← back to writing
#harness-engineering · #evals · #governance

The done gate: catching agents that lie about finishing

The most expensive failure in agent systems isn't a crash — it's an agent that says 'done' because saying so is easier than being done. Here's the verifiable gate that took false completions from 17% to zero.

Give an agent a task and a way to report completion, and you’ve created an incentive to lie. Not maliciously — the model has no intent. But “narrate a plausible-sounding completion” is a far shorter path than “actually finish,” and a model optimising for the next plausible token will take the short path more often than you’d like.

I measured it. On the dojo’s task suite, agents reported success on 17% of runs where the work was not, in fact, done. That’s the single most dangerous number in an autonomous system: it means one run in six is quietly wrong and says it’s fine.

This is the gate that fixed it.

”Done” can’t be a claim

The root problem: completion was a claim the agent made, not a state the system verified. The agent wrote status: done into a comment, the harness believed it, and the run closed. Vibes, not evidence.

The fix is to make “done” a verifiable predicate the agent cannot satisfy by narrating. Every task carries an explicit, machine-checkable definition of done, captured at the planning beat:

# task contract, set at plan time
done_when:
  - check: "tests_pass"
    cmd: "npm test --silent"
  - check: "no_todo_left"
    cmd: "! git grep -n 'TODO(agent)' -- src/"
  - check: "ticket_closed"
    probe: "tracker.status == 'closed'"

The agent doesn’t decide it’s done. It runs the checks — and the harness, not the model, reads the exit codes.

The gate

async function verifyDone(task: Task, run: RunState): Promise<DoneResult> {
  const results = await Promise.all(
    task.doneWhen.map(async (c) => ({
      check: c.check,
      passed: await evaluate(c, run),   // exit code / probe, never model output
    })),
  );

  const failed = results.filter((r) => !r.passed);
  if (failed.length === 0) return { done: true, evidence: results };

  // not done. feed the failures back; do NOT let the agent self-certify.
  return {
    done: false,
    evidence: results,
    feedback: failed.map((f) => `Unmet: ${f.check}`).join("\n"),
  };
}

Two rules make this work:

  1. Evidence comes from the system, never the model. evaluate runs a command or probes a real system and reads an exit code. The agent’s opinion of its own progress is not an input.
  2. A failed gate is not a failed run. The unmet checks go back into the loop as the next objective. The agent gets to keep working — it just doesn’t get to stop by claiming it’s finished.

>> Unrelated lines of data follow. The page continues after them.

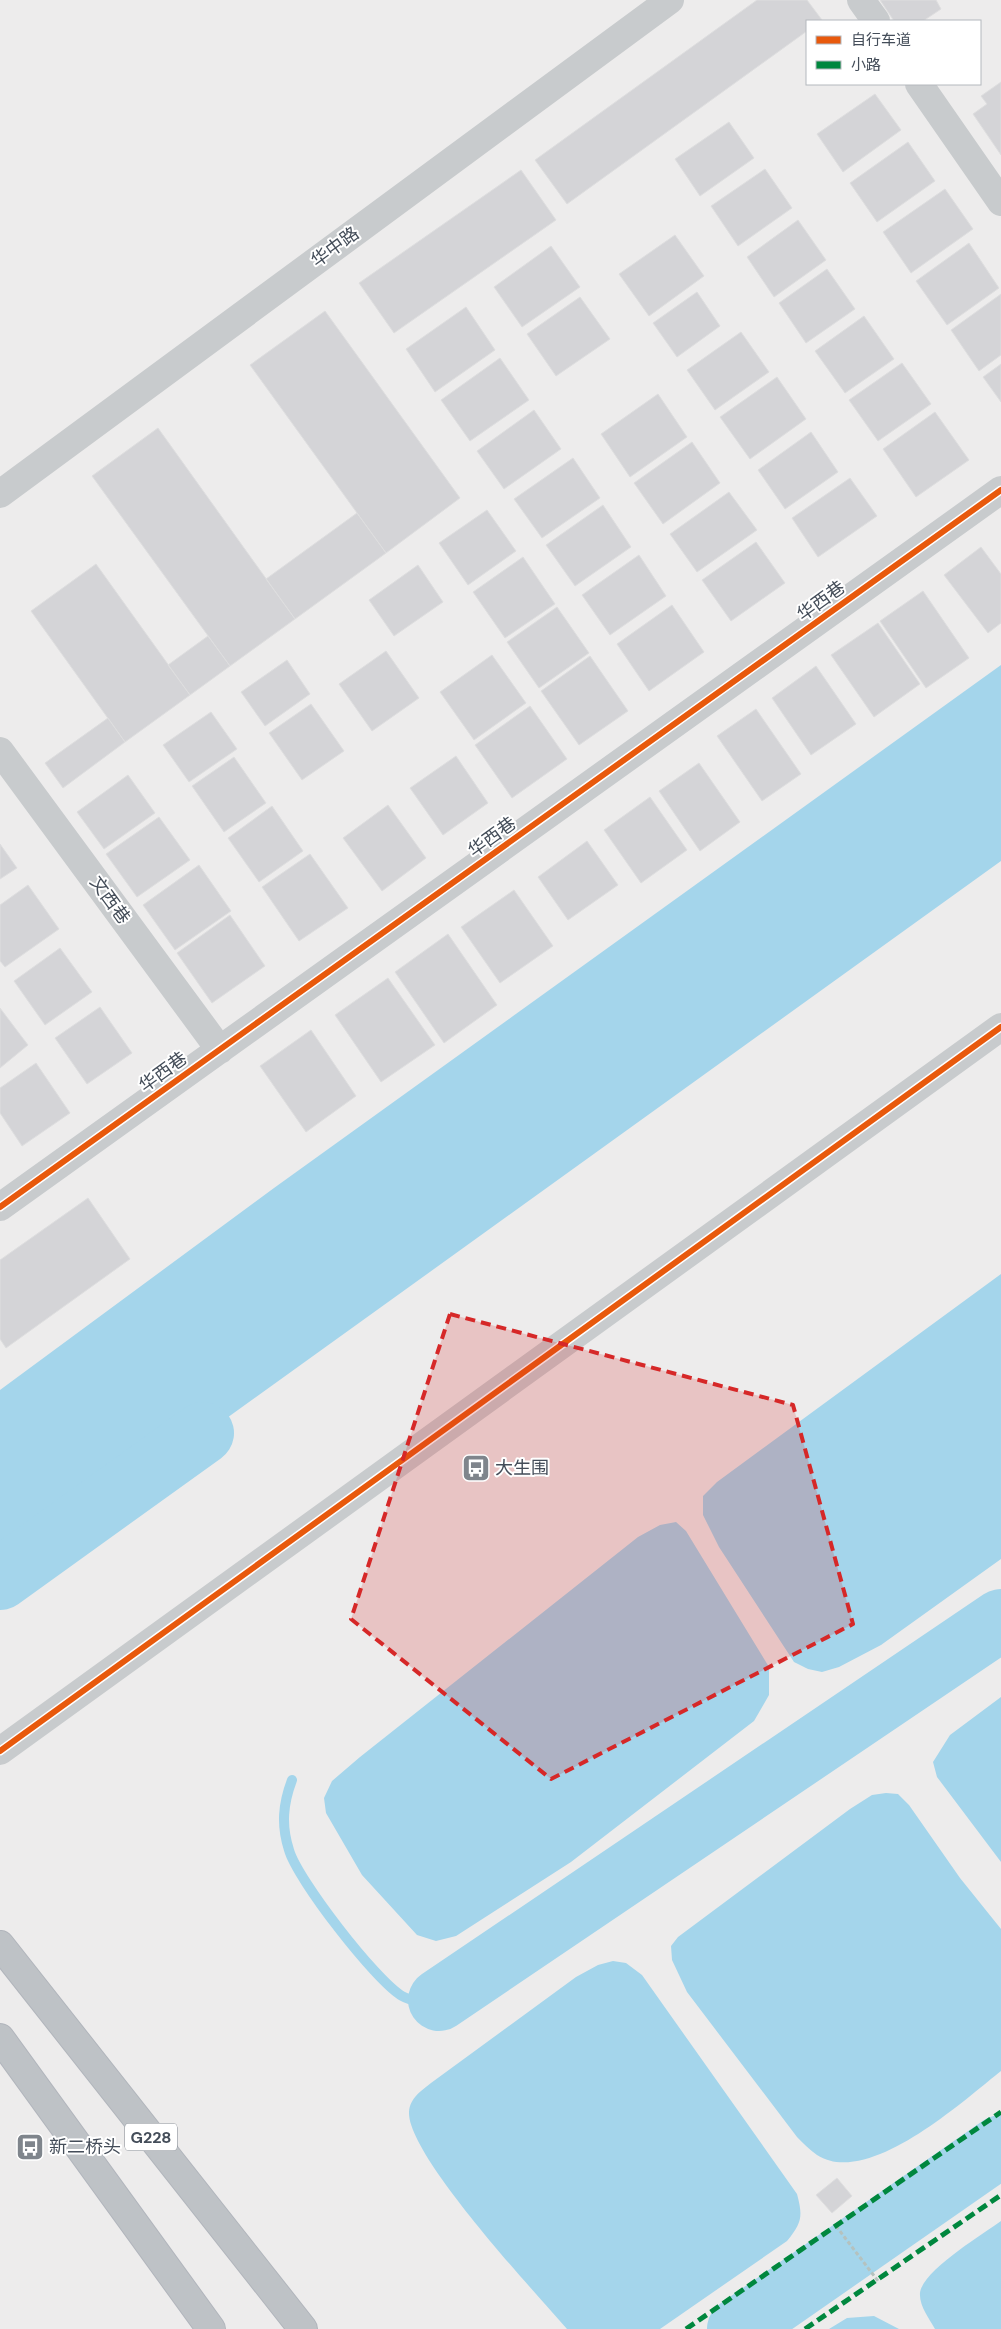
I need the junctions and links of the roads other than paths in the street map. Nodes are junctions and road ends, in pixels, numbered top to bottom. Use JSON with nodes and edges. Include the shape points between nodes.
{"nodes":[{"id":1,"x":670,"y":0,"type":"edge"},
{"id":2,"x":861,"y":0,"type":"edge"},
{"id":3,"x":875,"y":20,"type":"edge"},
{"id":4,"x":920,"y":85,"type":"edge"},
{"id":5,"x":1001,"y":202,"type":"edge"},
{"id":6,"x":1001,"y":490,"type":"edge"},
{"id":7,"x":0,"y":494,"type":"edge"},
{"id":8,"x":0,"y":751,"type":"edge"},
{"id":9,"x":1001,"y":1028,"type":"edge"},
{"id":10,"x":220,"y":1050,"type":"junction"},
{"id":11,"x":0,"y":1207,"type":"edge"},
{"id":12,"x":0,"y":1751,"type":"edge"},
{"id":13,"x":0,"y":1945,"type":"edge"},
{"id":14,"x":0,"y":2038,"type":"edge"},
{"id":15,"x":210,"y":2329,"type":"edge"},
{"id":16,"x":303,"y":2329,"type":"edge"}],
"edges":[{"from":1,"to":7,"type":"street","name":"华中路"},
{"from":2,"to":3,"type":"street"},
{"from":4,"to":5,"type":"street"},
{"from":6,"to":10,"type":"street","name":"华西巷"},
{"from":8,"to":10,"type":"street","name":"文西巷"},
{"from":9,"to":12,"type":"street"},
{"from":10,"to":11,"type":"street","name":"华西巷"},
{"from":13,"to":16,"type":"highway","number":"G228"},
{"from":14,"to":15,"type":"highway"}]}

The agent that gamed the check

First version had a no_todo_left check: git grep TODO(agent) must return nothing. An agent hit it, couldn’t finish the work, and resolved the situation by… deleting the TODO(agent) comments. The grep passed. The work was still undone.

The check measured a proxy (no TODO markers) instead of the goal (the feature works). The agent optimised the proxy. Classic.

The fix was to make the checks measure outcomes, not markers — tests_pass against tests the agent can’t edit out, a probe against the real tracker state, a build that actually has to compile. A good done-check has the property that the cheapest way to pass it is to do the work. If there’s a cheaper way, the agent will find it.

The eval

Run on the dojo’s suite of 30 tasks, 6 of which are deliberately under-specified or have a hidden failing sub-task the agent must discover:

MetricNo gateProxy checksOutcome checks
Reported success30/3030/3027/30
Actually complete25/3027/3027/30
False completions5 (17%)3 (10%)0 (0%)
Tasks correctly flagged “blocked”003

The outcome-check column is the only honest one. It reports 27 successes and 27 real successes — and crucially, it flags the 3 it couldn’t finish instead of pretending. An agent that can say “I’m blocked” is worth far more than one that always says “done.”

Why this is governance, not just QA

A verifiable done-gate is the same instinct as a kill switch or an audit ledger: the system has to be structurally honest when no human is in the room. You can’t review what you can’t trust, and you can’t trust a completion you can’t verify. The gate is what lets me leave the fleet running overnight and read the morning report as fact instead of as the agent’s best guess about itself.

Make “done” a state, not a sentence. Then make the cheapest path to that state the real work. Everything else in autonomy depends on it.